Good habitat takes a team on the same page

Lesser prairie-chickens during a lek in April on the Gardiner Angus Ranch, Ashland, Kansas. (Photo courtesy of Michael Smith.)

Providing habitat for lesser prairie-chicken works best when landowners have an incentive, according to members of the Lesser Prairie-Chicken Landowner Alliance.

The recently announced alliance is designed to work with ranchers, rural communities and preserve wildlife in the southwestern Great Plains.

The alliance stated landowner-conservationists are pursuing an innovative and inclusive new path to successfully raise livestock while also providing critical contributions for conservation outcomes. They seek to be paid fair market value for conservation services, including healthy soils and vegetation, clean air and water, carbon storage, and healthy wildlife, allowing operators to produce food and fiber.
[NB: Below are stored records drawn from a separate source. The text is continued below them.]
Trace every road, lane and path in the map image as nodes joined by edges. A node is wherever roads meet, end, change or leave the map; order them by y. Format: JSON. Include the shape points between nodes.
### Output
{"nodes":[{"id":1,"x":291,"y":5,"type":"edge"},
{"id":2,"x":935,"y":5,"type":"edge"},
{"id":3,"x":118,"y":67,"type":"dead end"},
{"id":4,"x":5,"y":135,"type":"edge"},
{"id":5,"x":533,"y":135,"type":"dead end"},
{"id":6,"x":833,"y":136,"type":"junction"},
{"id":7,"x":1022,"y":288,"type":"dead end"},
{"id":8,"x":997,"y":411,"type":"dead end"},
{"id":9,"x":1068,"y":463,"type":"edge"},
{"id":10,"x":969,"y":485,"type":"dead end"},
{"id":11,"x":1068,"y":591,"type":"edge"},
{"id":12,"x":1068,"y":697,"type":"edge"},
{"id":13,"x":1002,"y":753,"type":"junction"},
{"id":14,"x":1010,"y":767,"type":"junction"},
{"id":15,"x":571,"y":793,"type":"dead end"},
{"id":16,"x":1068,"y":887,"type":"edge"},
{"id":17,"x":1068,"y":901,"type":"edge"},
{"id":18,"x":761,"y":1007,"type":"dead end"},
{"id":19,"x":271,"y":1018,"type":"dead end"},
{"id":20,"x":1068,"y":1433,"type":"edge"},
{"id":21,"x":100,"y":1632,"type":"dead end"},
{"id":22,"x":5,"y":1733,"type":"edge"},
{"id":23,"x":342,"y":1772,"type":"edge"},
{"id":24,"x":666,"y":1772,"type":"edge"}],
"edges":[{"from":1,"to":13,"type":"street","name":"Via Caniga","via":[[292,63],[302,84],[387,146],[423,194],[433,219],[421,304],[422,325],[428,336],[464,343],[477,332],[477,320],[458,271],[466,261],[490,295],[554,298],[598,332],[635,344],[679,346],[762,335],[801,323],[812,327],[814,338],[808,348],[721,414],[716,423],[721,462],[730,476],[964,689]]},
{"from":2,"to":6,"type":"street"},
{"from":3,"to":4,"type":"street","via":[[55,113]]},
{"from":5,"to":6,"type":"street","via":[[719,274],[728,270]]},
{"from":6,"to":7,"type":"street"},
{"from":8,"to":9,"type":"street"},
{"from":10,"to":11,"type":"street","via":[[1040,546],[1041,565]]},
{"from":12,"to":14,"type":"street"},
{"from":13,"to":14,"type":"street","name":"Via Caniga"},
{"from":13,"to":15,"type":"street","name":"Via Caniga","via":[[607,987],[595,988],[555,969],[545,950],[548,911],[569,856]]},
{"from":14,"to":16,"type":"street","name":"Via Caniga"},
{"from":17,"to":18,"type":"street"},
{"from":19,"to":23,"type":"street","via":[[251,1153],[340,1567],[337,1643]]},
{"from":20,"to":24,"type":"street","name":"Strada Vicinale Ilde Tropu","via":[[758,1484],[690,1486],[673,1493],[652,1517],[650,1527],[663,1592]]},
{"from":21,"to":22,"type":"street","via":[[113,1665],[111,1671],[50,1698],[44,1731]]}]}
Wayne Walker, principal of Common Ground Capital, near San Angelo, Texas, said it is an opportunity for landowners to receive an additional revenue stream. He said there is added benefit for landowners who are good stewards, and their work in certain locations can also benefit lesser prairie-chicken habitats.

“By paying market rate we can keep livestock production going and help kids to stay on the ranch,” Walker said.

Pictured above are lesser prairie-chickens during a lek in April on the Gardiner Angus Ranch, Ashland, Kansas. (Photo courtesy of Michael Smith.)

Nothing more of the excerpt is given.